▶ Exercise details: Gather each line of the records where "path" appears.

(Stored entries)
=== Section Start ===

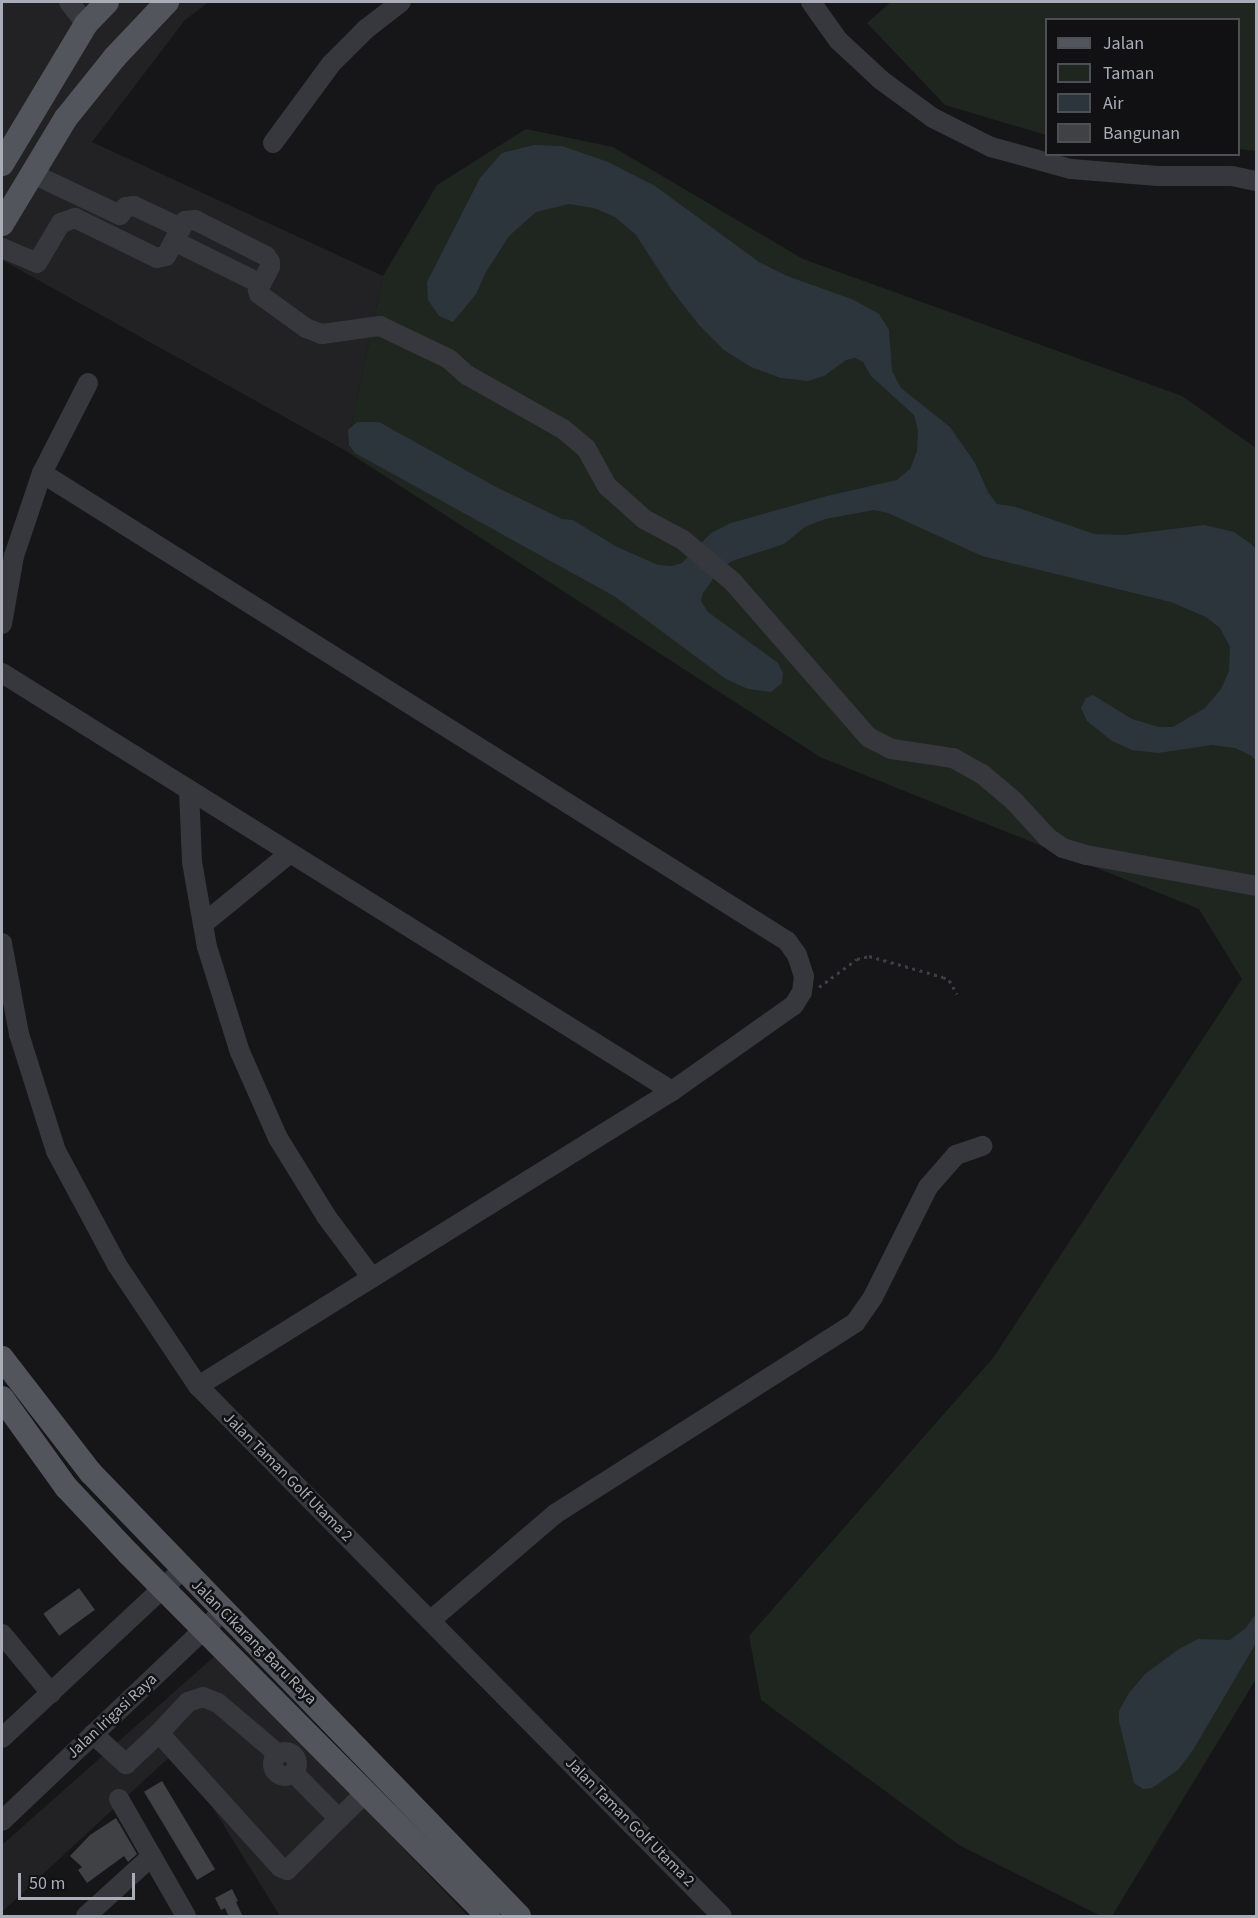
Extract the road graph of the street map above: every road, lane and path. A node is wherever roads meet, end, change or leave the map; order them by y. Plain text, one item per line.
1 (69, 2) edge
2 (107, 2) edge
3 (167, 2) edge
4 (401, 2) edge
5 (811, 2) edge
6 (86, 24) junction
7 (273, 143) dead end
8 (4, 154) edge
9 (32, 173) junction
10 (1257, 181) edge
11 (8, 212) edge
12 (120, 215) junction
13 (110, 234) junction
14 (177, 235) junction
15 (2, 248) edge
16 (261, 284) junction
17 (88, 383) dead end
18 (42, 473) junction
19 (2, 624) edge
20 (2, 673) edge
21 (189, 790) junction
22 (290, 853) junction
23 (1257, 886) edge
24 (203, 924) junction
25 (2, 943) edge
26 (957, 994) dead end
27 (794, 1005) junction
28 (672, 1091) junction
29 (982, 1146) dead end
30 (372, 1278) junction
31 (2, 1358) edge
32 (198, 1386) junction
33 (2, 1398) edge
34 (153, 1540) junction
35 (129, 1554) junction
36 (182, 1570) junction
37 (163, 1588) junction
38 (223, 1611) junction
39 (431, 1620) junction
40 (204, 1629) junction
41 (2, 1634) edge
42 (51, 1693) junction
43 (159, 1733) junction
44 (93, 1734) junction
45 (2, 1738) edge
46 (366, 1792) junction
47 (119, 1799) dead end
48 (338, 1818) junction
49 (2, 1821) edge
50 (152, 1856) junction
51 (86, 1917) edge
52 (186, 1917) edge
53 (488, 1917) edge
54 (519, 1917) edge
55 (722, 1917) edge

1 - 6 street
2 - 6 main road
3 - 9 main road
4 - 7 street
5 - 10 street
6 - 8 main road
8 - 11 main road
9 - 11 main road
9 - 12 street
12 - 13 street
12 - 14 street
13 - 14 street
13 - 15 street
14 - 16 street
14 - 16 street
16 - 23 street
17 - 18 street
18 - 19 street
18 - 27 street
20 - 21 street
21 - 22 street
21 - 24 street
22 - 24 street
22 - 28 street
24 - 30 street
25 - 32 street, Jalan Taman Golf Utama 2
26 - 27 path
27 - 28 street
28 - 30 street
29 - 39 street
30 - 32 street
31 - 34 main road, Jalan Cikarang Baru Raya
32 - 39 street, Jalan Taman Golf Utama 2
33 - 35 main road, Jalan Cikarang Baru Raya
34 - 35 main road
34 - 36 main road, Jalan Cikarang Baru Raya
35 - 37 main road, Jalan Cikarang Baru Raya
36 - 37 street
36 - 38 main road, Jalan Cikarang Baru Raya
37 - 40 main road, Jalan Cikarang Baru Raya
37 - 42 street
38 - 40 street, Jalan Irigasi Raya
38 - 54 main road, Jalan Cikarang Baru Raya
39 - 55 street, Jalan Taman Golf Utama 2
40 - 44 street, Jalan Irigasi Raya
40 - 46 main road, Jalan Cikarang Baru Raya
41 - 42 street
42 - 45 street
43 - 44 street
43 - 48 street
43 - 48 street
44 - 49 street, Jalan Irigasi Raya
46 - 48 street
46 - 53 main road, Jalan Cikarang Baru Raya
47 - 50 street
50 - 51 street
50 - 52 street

=== Section End ===

▶ Exercise answer:
Extract the road graph of the street map above: every road, lane and path. A node is wherever roads meet, end, change or leave the map; order them by y. Plain text, one item per line.
26 - 27 path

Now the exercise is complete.